[Recorded information — start]

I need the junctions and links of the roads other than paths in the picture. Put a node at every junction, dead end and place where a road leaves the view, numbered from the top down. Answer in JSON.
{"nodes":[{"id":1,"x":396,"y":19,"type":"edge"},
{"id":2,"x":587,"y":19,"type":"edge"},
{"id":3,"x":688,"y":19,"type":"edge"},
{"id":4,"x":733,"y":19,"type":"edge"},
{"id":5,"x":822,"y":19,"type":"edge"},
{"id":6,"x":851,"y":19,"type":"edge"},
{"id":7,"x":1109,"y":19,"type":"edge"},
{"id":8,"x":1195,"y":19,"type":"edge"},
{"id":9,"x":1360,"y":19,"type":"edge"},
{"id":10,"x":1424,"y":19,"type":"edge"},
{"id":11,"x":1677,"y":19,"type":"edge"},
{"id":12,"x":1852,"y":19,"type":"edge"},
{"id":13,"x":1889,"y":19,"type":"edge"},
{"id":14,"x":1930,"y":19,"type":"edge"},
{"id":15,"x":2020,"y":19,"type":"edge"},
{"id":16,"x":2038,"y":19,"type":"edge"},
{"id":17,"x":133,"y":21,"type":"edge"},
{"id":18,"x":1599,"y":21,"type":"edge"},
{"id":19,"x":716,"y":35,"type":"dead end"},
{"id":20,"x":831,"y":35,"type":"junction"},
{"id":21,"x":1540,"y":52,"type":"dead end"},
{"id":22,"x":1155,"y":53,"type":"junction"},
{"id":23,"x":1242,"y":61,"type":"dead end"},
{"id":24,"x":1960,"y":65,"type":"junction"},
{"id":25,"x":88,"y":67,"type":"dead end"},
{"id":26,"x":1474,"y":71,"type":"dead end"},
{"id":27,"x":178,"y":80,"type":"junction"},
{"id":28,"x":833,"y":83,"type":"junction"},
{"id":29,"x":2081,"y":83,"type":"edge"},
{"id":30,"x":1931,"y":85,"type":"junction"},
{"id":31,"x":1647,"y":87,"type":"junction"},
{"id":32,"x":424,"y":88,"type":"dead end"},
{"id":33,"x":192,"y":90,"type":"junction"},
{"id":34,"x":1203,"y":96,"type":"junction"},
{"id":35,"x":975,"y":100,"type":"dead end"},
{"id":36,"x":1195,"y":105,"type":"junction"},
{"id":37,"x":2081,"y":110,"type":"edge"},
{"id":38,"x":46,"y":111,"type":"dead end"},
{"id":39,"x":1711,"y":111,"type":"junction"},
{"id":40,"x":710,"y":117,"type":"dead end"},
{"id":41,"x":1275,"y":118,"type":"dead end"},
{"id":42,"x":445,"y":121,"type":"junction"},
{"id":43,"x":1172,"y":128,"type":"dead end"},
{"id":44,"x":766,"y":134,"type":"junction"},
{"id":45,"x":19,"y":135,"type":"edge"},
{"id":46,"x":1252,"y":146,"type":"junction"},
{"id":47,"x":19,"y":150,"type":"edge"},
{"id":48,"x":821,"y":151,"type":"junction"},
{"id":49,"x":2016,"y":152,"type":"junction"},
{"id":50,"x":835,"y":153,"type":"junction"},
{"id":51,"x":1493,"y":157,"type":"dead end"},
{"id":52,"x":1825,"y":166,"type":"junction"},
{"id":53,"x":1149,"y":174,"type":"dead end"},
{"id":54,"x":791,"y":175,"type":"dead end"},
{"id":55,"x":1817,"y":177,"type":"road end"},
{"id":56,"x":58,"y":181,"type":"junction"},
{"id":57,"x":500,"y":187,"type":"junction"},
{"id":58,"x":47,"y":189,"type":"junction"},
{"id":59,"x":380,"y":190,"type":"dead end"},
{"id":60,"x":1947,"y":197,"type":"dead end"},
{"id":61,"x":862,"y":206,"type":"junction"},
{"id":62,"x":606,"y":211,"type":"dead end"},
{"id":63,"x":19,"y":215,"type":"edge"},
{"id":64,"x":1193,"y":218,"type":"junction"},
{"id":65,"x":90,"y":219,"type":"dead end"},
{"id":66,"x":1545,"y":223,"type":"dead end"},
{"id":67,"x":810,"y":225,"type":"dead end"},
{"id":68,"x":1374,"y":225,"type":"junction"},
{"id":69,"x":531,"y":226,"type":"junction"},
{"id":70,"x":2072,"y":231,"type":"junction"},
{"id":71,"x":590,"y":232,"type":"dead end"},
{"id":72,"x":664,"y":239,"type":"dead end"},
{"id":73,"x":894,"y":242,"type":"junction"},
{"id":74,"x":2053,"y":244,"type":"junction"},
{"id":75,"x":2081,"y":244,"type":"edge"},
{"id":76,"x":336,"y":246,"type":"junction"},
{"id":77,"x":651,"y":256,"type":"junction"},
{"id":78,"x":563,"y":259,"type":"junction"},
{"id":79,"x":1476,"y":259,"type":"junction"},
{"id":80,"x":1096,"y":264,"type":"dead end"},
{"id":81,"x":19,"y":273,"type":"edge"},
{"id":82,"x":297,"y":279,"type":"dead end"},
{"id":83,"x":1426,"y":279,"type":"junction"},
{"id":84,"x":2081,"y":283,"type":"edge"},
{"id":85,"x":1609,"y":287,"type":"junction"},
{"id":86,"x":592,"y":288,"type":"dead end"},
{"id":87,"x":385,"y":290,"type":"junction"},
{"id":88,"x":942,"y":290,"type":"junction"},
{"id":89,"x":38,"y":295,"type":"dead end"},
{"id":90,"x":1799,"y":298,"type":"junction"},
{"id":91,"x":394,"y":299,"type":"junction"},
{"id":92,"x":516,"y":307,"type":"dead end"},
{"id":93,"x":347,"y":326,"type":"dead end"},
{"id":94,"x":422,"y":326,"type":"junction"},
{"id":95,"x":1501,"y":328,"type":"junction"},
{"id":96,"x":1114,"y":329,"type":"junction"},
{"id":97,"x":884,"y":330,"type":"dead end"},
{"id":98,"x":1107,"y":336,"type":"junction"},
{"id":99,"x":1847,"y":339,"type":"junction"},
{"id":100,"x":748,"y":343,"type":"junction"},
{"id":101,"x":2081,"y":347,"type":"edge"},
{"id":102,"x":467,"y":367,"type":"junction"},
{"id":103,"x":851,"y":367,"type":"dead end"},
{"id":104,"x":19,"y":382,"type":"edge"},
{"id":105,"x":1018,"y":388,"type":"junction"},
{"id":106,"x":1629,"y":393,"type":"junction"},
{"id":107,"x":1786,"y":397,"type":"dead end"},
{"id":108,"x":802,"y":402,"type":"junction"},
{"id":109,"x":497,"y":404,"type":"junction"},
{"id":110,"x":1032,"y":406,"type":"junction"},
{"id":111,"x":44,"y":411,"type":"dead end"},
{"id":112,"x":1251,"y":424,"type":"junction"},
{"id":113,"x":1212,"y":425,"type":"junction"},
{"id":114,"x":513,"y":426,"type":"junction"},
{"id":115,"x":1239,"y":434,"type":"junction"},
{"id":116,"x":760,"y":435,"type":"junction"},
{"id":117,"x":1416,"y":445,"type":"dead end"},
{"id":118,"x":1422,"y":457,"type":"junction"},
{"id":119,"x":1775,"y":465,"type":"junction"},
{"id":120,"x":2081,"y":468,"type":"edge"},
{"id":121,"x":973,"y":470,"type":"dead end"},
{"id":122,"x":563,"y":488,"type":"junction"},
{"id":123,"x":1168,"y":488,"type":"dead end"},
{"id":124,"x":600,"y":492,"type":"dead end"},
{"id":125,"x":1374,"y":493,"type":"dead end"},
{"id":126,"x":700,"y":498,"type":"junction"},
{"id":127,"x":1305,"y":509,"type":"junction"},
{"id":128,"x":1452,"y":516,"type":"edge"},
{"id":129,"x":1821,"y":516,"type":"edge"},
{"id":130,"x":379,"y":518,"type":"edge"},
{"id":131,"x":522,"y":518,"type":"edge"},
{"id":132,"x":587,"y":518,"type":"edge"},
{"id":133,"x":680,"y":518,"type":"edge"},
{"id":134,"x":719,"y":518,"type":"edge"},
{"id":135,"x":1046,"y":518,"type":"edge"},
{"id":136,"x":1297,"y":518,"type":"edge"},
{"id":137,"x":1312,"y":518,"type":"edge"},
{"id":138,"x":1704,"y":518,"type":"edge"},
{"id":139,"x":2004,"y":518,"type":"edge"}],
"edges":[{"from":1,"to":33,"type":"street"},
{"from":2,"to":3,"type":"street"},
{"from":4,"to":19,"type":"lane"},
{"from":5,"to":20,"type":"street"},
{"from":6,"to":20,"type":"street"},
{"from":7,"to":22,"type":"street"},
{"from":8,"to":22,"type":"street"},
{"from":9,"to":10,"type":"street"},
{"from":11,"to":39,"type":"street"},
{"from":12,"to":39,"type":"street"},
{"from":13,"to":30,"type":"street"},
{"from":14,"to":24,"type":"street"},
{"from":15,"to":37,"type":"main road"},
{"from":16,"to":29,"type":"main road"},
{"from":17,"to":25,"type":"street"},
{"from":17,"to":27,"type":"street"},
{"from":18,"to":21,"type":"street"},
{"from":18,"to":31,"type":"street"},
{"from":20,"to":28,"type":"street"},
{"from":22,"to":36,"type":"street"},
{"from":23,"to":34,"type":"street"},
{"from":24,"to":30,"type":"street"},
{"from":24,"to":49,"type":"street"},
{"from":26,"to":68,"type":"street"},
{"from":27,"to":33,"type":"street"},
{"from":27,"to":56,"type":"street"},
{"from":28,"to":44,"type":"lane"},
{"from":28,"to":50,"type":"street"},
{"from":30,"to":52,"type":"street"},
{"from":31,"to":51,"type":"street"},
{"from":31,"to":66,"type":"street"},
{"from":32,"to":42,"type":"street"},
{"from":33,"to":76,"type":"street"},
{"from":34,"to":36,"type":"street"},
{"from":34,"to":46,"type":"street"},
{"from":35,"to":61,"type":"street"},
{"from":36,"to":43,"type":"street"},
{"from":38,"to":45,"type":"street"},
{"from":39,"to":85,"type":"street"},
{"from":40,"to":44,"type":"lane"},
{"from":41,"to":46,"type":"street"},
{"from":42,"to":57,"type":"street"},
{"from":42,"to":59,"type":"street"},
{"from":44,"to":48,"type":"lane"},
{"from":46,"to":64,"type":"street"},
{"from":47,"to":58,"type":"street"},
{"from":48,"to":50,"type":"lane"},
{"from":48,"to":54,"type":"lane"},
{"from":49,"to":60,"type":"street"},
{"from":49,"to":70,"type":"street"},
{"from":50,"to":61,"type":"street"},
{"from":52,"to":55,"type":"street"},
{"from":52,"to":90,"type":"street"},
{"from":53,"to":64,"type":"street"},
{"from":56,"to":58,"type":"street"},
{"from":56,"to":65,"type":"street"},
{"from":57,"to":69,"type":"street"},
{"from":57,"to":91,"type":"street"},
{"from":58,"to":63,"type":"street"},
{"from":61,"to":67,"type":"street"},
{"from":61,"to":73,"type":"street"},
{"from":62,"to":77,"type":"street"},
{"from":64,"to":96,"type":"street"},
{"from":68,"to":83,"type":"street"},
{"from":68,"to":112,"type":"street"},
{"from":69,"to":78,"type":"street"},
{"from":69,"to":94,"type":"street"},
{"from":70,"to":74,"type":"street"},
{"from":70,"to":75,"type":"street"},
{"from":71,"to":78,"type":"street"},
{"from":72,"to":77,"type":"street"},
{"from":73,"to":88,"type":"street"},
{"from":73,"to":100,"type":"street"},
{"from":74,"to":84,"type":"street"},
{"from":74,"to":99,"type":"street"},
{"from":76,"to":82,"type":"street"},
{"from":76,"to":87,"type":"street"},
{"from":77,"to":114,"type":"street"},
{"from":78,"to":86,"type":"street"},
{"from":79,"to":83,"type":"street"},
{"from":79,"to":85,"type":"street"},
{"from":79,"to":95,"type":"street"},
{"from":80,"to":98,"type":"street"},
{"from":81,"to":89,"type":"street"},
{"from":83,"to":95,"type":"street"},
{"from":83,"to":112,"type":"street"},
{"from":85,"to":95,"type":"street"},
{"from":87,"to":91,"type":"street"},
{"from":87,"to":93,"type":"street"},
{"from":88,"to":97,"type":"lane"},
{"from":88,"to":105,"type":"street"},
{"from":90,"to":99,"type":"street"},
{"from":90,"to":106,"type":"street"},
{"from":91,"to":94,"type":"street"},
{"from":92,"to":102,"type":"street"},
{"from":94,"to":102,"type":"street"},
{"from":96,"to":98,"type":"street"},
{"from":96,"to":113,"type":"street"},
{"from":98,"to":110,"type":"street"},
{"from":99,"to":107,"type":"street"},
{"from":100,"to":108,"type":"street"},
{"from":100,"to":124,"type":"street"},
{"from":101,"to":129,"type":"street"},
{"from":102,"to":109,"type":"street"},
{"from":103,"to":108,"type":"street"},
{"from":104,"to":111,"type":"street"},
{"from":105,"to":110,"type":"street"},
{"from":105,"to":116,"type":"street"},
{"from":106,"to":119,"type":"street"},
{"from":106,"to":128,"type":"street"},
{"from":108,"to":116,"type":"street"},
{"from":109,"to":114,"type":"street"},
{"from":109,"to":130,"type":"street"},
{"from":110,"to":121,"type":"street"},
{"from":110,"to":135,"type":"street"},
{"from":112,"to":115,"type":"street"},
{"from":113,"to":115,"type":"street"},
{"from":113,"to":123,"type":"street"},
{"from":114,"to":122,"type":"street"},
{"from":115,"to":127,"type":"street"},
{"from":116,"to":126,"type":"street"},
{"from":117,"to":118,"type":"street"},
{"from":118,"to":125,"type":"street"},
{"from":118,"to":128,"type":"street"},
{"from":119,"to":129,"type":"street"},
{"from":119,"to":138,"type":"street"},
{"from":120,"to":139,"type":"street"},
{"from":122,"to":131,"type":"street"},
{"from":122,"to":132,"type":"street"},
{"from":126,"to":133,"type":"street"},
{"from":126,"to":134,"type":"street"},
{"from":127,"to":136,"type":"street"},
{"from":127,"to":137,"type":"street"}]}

[Recorded information — finish]

Every line in the records above that contains the word "lane" is to be copied out.

{"from":4,"to":19,"type":"lane"},
{"from":28,"to":44,"type":"lane"},
{"from":40,"to":44,"type":"lane"},
{"from":44,"to":48,"type":"lane"},
{"from":48,"to":50,"type":"lane"},
{"from":48,"to":54,"type":"lane"},
{"from":88,"to":97,"type":"lane"},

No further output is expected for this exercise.